Wow! My life is crazy! I must apologize for my recent absence from blogland, but I assure you...I've not been lying around eating bon bons all day! Tyler is knee deep in school and writing papers for his ESL classes has become our hobby. He is still working full-time at Triumph Youth Services on the graveyard shift. I am also still working as a producer for Allstate insurance and as a fill-in receptionist for a local counseling office. As if this schedule wasn't crazy enough, let's just add four kids and a big dog to the mix! Somehow, though, we are making it! Life is crazy, but usually, it's crazy good. I wouldn't trade my life for anyone else's. Period.
On the weight-loss front, I have seen my results really slow down, but I'm still maintaining my newfound healthy lifestyle and I'm down nearly 65 pounds since joining Weight Watchers and nearly 75 since beginning to lose weight last year. I am so happy with my results. I feel more confident, poised, grateful, humble, energetic, hopeful, etc. than I have for a long, long time.
As people are starting to notice that "holy cow...you've lost a lot of weight!", I am often asked what I'm doing to shed the pounds. As I mentioned, I am a member of Weight Watchers, but I can translate some of what I'm learning there and elsewhere into some more generic, unbranded advice:
1. Write down everything you eat.
This is paramount. If you don't know what you're eating and how much of it, you can't possibly hope to see results on the scale. Research has proven in many studies that those who keep food journals are much more likely to lose weight.
2. Move more.
I work out six days a week. I have found that if I stick with six days a week, it's very hard to talk myself out of working out. Before, when I was only working out four or five days a week, it was too easy to say to myself, "I don't feel like it. I'll exercise tomorrow." With the six-days-a-week plan, the excuse-making is virtually gone. If it's not Sunday, I work out. Period. What do I do? Anything and everything. It's really important to me that I don't get bored with my workouts. Here are some of the many, many activities I enojoy: walking, jogging, sprinting, elliptical machine, DVD workouts, yoga, Zumba, pilates, kickboxing, circuit training, aerobics, tennis, basketball, soccer, bike-riding, dancing, cleaning (yes, cleaning counts!), hiking, snowshoeing, etc. As you can see, the possibilities are endless. Truthfully, getting my work out every day is sometimes really hard. On the days when I just do NOT want to exercise, I set my kitchen time for 10 minutes and just go up and down the stairs until it goes off. It's a great workout, and in ten minutes, I'm done, I've stayed in the habit, and I can live with myself.

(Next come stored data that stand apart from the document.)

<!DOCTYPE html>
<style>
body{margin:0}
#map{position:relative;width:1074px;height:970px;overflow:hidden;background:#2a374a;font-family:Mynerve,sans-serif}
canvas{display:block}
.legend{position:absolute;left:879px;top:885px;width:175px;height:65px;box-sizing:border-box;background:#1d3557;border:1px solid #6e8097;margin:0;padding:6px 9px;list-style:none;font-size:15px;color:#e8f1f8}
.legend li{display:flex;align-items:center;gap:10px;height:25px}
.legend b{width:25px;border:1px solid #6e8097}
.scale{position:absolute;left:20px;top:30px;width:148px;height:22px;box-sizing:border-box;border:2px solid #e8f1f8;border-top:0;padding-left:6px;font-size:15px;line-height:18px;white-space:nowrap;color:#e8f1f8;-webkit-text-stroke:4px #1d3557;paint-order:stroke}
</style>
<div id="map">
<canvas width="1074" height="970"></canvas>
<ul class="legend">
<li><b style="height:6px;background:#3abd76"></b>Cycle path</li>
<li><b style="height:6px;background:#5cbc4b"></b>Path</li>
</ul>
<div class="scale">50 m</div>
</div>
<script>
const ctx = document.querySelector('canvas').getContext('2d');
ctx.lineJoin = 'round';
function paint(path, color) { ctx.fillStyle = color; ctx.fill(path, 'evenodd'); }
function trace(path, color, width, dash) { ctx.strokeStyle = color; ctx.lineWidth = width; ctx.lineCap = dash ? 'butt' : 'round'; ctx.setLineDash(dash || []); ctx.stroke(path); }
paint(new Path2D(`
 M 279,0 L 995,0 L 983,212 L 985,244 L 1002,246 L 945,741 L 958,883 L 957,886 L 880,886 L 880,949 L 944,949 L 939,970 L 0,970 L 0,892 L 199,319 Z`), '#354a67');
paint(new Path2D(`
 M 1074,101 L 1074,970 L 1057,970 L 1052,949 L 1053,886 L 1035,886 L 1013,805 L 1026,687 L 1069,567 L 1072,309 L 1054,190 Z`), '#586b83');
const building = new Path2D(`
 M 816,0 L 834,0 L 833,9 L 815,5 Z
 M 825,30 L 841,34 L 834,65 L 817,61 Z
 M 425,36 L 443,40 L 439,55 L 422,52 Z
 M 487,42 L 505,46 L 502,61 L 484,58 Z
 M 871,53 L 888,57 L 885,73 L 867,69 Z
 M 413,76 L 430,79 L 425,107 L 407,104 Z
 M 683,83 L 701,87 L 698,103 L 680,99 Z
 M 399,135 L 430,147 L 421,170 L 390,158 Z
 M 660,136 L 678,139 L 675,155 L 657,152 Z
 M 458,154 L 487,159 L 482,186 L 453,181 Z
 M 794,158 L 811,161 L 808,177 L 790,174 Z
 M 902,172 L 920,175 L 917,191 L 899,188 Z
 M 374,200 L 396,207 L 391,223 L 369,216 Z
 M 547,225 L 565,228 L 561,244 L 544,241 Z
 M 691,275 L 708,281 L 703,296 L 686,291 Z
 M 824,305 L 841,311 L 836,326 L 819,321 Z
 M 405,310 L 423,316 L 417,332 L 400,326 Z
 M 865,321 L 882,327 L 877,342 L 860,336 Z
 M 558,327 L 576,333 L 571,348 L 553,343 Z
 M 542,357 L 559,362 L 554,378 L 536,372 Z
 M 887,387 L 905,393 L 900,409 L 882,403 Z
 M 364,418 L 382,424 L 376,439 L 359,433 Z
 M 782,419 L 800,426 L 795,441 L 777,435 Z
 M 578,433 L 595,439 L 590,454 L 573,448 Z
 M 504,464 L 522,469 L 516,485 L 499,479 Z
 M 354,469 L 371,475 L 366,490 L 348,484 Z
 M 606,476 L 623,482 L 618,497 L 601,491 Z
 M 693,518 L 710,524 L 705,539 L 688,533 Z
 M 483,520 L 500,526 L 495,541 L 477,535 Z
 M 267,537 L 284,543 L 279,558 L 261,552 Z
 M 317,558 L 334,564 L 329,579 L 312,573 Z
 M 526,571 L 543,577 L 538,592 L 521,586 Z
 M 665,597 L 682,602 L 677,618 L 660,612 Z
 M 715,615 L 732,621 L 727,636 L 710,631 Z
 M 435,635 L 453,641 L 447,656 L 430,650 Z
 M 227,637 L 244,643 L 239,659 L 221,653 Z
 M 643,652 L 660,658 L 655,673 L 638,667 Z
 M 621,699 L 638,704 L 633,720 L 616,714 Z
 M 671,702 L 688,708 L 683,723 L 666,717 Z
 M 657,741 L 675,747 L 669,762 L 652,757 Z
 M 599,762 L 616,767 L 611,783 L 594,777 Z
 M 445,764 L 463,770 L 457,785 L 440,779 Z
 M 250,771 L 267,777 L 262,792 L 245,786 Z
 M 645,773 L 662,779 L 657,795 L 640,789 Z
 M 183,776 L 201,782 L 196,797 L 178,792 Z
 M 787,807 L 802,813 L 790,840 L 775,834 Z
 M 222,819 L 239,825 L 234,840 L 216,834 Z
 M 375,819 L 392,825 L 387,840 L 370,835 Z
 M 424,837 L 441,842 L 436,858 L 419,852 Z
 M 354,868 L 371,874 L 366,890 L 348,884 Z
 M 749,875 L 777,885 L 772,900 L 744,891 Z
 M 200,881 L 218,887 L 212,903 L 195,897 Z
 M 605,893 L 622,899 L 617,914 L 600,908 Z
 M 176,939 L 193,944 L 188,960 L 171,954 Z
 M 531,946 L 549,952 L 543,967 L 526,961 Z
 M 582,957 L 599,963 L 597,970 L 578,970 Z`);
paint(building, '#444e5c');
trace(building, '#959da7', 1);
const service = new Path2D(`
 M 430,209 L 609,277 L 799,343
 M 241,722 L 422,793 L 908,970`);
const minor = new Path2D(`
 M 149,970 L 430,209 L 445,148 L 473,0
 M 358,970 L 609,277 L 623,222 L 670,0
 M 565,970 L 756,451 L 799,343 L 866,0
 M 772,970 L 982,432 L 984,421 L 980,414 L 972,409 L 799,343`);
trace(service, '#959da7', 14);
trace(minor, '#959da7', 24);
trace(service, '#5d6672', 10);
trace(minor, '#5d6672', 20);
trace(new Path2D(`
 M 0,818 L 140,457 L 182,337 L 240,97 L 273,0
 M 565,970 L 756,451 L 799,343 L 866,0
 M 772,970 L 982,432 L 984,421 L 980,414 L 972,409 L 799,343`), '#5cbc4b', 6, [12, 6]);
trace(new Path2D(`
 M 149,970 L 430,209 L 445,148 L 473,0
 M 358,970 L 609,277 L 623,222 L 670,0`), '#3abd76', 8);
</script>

3. Be compassionate with yourself.
Losing weight is hard. It is time-consuming. It is tricky. It is an art. It is a skill. It will take time for you (and me!) to change bad habits. That's ok. Find something each day that you did right. Don't focus on your failures. The only real failure is to give up on yourself or to lose hope that God can and will help you become healthier. He loves you. You should also love yourself and be patient with yourself. And when you stumble, just try again. And again. And again. Give yourself permission now to make mistakes along the way. You will. And it's ok. It's all part of the transformation...the reinvention of you!
4. Explore the psychology behind your unhealthy habits.

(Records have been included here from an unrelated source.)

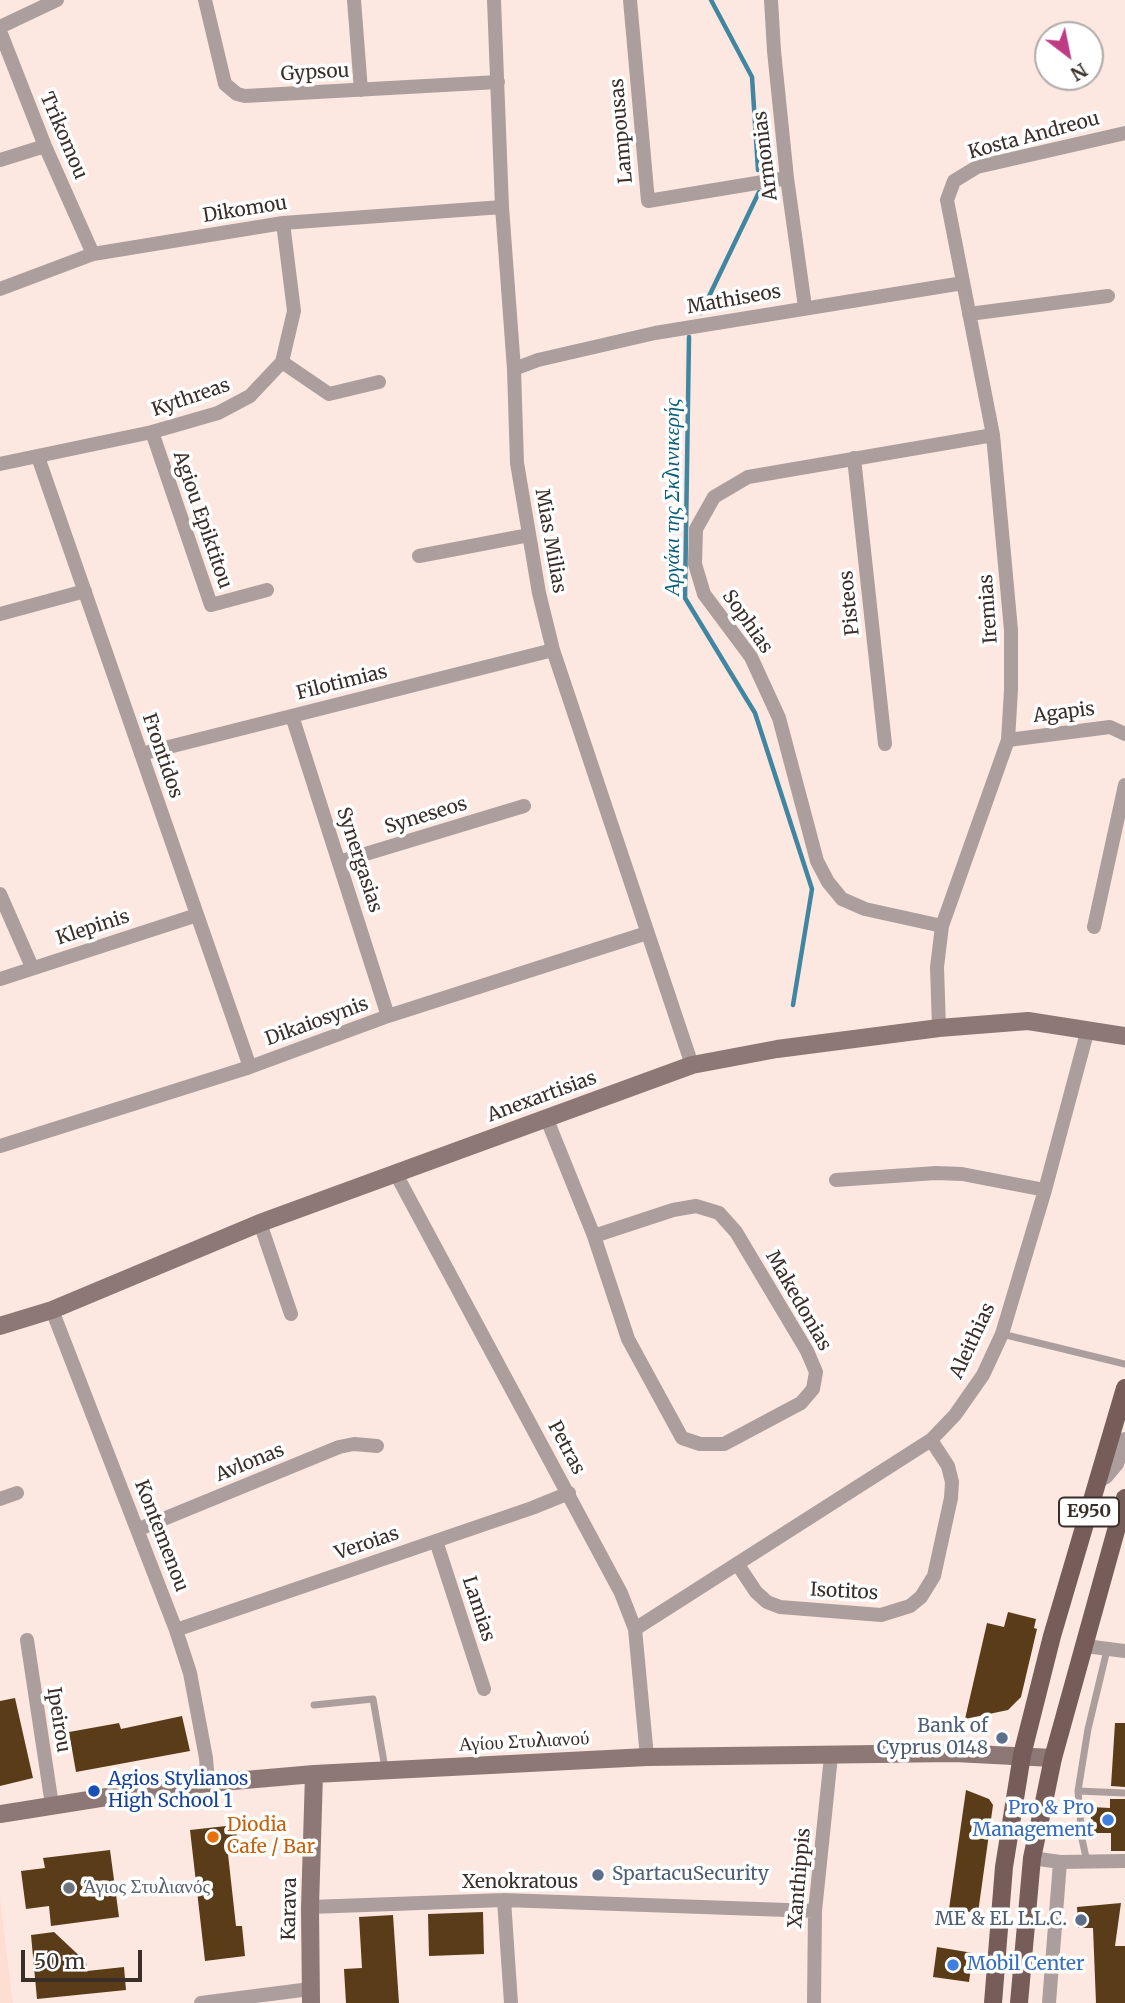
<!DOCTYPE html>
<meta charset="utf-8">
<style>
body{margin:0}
#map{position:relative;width:1125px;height:2003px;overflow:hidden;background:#fce8e1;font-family:Merriweather,serif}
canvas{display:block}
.north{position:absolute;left:1034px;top:21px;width:70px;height:70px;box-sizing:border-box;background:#fff;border:2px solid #b0aba9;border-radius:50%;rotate:148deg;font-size:19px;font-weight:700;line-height:28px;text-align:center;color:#3a2e29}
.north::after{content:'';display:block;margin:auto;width:24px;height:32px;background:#bf3c84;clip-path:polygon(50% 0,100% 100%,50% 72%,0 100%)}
.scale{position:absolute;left:21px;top:1950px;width:121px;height:32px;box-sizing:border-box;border:4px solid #3a2e29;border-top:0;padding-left:9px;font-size:21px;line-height:24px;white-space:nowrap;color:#3a2e29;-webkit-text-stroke:5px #fff;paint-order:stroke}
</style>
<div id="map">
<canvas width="1125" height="2003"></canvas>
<div class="north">N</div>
<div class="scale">50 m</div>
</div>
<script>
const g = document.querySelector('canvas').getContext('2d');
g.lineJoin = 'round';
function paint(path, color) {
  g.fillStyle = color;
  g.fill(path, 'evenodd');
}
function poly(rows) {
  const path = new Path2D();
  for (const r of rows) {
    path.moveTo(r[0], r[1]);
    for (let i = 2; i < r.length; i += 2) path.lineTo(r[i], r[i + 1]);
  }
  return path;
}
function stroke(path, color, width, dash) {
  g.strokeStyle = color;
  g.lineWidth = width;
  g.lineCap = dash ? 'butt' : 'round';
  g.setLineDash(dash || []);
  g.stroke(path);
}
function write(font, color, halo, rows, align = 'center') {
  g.font = font + ' Merriweather,serif';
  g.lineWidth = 7;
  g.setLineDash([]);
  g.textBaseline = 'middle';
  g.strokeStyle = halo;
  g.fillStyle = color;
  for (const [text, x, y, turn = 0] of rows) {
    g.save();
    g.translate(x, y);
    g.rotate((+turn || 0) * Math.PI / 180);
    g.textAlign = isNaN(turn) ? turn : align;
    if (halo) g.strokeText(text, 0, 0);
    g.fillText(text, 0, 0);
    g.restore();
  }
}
paint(poly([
 [0,1898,13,2003,0,2003]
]), '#feded2');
stroke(poly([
 [711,0,752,77,758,170],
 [701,313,759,192],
 [689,337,685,598,755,713,812,889,793,1005]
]), '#4186a0', 4.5);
paint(poly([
 [1008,1612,1036,1619,1034,1628,1037,1629,1021,1697,1008,1710,965,1719,987,1623,1004,1627],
 [15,1698,33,1778,0,1786,0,1701],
 [182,1716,190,1751,76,1772,69,1732,119,1723,121,1729],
 [1115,1723,1125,1723,1125,1787,1111,1786],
 [966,1790,989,1799,993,1805,978,1913,949,1909],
 [1110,1799,1125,1799,1125,1851,1111,1851,1111,1833,1091,1833,1091,1807,1110,1808],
 [235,1825,239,1852,228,1854,236,1926,242,1926,245,1956,205,1961,190,1830],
 [110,1850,119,1917,51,1926,49,1906,26,1909,21,1871,45,1868,43,1858],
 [1121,1903,1115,1946,1125,1946,1125,2003,1096,2003,1093,1928,1078,1928,1077,1907],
 [483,1912,484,1954,429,1956,428,1914],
 [393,1915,399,2003,346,2003,344,1969,362,1968,359,1917],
 [54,1932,86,1962,87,1971,124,1967,126,1990,37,1999,31,1935],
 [937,1947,973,1953,969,1982,933,1977]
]), '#5b3c19');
stroke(poly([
 [1002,1334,1125,1364],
 [314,1705,373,1699,385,1768],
 [1078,1791,1125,1793],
 [1087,1862,1082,1839,1078,1791,1088,1729,1107,1650]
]), '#ac9e9c', 7);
stroke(poly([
 [205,0,225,84,237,94,245,96,498,82],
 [354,0,361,90],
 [494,0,502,207,514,369,517,463,539,593,553,650,692,1065],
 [630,0,648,201,787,178],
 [771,0,774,51,787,178,805,307],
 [0,27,57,0],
 [0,31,45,146,93,254],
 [0,160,45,146],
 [0,289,93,254,283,223,502,207],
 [969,314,1108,296],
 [282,362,329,394,379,382],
 [514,369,538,360,655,333,963,283],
 [152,432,211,605,267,590],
 [38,457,250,1067],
 [854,458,885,744],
 [0,464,152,432,218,413,250,396,282,362,294,311,283,223],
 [419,556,529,535],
 [0,614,85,591],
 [292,716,388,1016],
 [1008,740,1110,727,1125,734],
 [141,754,553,650],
 [339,862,524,806],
 [0,894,32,967],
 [942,926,865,909,842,899,828,882,817,861,779,718,751,657,704,594,695,564,696,529,714,497,748,477,993,435],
 [1094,927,1125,785],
 [0,979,197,915],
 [939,1028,937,967,942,926,1008,740,1011,690,1011,630,993,435,947,200,954,181,977,167,1125,133],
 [546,1117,594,1236,628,1339,682,1438,700,1444,724,1444,801,1403,813,1389,816,1372,807,1351,736,1232,719,1213,696,1206,673,1210,594,1236],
 [0,1146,250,1067,388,1016,647,933],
 [396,1174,621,1593,635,1629,647,1757],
 [836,1180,936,1173,962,1174,1045,1190],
 [260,1223,291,1314],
 [52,1310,176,1630,190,1673,206,1758,208,1783],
 [1097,1481,1106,1477,1117,1464,1125,1439],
 [0,1499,17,1493],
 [139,1529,339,1447,354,1444,377,1446],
 [436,1541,484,1689],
 [738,1565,756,1592,767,1602,780,1607,881,1615,910,1606,921,1597,934,1576,951,1498,952,1482,948,1466,931,1440],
 [635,1629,931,1440,955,1415,983,1375,1002,1334,1045,1190,1088,1029],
 [176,1630,532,1508,569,1493],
 [27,1640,52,1805],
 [1085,1646,1125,1651],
 [1032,1858,1060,1862,1125,1861],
 [504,1900,511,2003],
 [310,1907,504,1900,815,1911],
 [201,2003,310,1989],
 [814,2003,815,1911,831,1756],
 [1049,2003,1060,1862]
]), '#ac9e9c', 14);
stroke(poly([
 [0,1326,52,1310,260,1223,692,1065,777,1049,939,1028,1028,1021,1125,1036],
 [0,1814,176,1786,314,1774,647,1757,954,1753,1053,1758],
 [311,2003,310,1907,314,1774]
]), '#8d7875', 18);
stroke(poly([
 [993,2003,1004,1867,1022,1755,1052,1636,1125,1388],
 [1019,2003,1032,1858,1044,1802,1053,1758,1125,1498]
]), '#765d5a', 18);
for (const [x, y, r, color] of [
 [1002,1738,7,"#5c6f8a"],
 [94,1791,7,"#1a4fb4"],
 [1108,1820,7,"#3f7fe0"],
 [213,1837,7,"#e8710a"],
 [598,1875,7,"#5c6f8a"],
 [69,1888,7,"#6b7280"],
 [1081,1920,7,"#5c6f8a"],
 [953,1965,7,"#3f7fe0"]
]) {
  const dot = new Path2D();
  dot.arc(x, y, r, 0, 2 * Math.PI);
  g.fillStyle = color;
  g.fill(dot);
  stroke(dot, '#fff', 2.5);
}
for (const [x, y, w] of [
 [1089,1512,60]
]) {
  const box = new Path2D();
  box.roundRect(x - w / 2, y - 14.5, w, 29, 5);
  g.fillStyle = '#fff';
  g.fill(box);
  stroke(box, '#3a2e29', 2);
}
write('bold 18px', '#3a2e29', null, [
 ["E950",1089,1512]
]);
write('19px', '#3a2e29', '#fff', [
 ["Gypsou",315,73,-3],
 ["Lampousas",622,131,-95],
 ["Trikomou",63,136,67],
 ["Kosta Andreou",1034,136,-15],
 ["Armonias",766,156,-97],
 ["Dikomou",245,210,-9],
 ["Mathiseos",734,300,-10],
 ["Kythreas",191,398,-19],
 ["Agiou Epiktitou",202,520,71],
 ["Mias Milias",550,541,80],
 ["Pisteos",850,603,-96],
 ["Iremias",989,609,-94],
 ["Sophias",747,622,55],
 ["Filotimias",342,683,-14],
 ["Agapis",1064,713,-7],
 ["Frontidos",162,756,71],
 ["Syneseos",426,816,-17],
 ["Synergasias",359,860,72],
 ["Klepinis",93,928,-18],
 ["Dikaiosynis",317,1022,-20],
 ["Anexartisias",542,1097,-20],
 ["Makedonias",798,1301,60],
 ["Aleithias",973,1341,-65],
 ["Petras",566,1448,62],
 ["Avlonas",250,1463,-22],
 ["Kontemenou",161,1536,69],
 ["Veroias",367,1544,-19],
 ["Isotitos",844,1592,3],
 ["Lamias",478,1609,72],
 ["Ipeirou",58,1720,81],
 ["Αγίου Στυλιανού",524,1742,-3],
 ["Xanthippis",800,1878,-85],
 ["Xenokratous",520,1883],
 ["Karava",290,1909,-89]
]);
write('19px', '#4e5e75', '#fff', [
 ["Bank of",988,1727],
 ["Cyprus 0148",988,1749],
 ["SpartacuSecurity",612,1875,"left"],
 ["ME & EL L.L.C.",1067,1920]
], 'right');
write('19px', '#164399', '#fff', [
 ["Agios Stylianos",108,1780],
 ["High School 1",108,1802]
], 'left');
write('19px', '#366cbe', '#fff', [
 ["Pro & Pro",1094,1809],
 ["Management",1094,1831],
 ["Mobil Center",967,1965,"left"]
], 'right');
write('19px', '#c56008', '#fff', [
 ["Diodia",227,1826],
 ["Cafe / Bar",227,1848]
], 'left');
write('19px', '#5b616d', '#fff', [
 ["Άγιος Στυλιανός",83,1888]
], 'left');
write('italic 21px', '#0b5e7a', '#fff', [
 ["Αργάκι της Σκλινικερής",673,497,-90]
]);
</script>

There's a reason for your overeating, bingeing, skipping meals, emotional eating, or unhealthy eating. It's important to look at whether or not you're "medicating" yourself with food. Are you hurting? Are you struggling with depression? Loneliness? Stress? Boredom? Are you feeling unloved? I have recently started recording my binges. I record the time of day, what I ate (and how much), what I was feeling at the time, who I was with, what was said, what was felt, etc. This has helped me to recognize when my eating was emotional, and recognize certain situations, feelings, and relationships that are triggers for me. Now, going into these situations, I can feel a little more prepared.
5. Don't eat less, eat smart!
Losing weight should never be about eating less. It's about quality, not quantity. On the days when I am living my eating plan perfectly, I eat a TON of food. What do I eat? Whole grains, fruits, vegetables, lean protein, low-fat dairy, and treats! I make it a point to have a sugary, ooey gooey chocolaty goodie here and there. If I start feeling deprived, I'll stop trying, so it's important for me to have a little fun here and there. The thing I love about WW, is that I can really eat whatever I want, as long as I write everything down and stay within my points. This flexibility has been awesome on the days when being a saint simply isn't in my cards.
6. Pray for help.
What would I do without prayer? Prayer has gotten me here and will carry me to the finish line. I try to pray specifically. I ask God to maximize my desire and my results. I ask Him to magnify my ability. I ask Him for guidance as to what aspect of my lifestyle to focus on next. The Savior is my Personal Trainer. For anyone who has tried to lose weight before unsuccessfully, I would recommend allowing Heavenly Father and His Son to share your journey with you next time. Their love makes all the difference.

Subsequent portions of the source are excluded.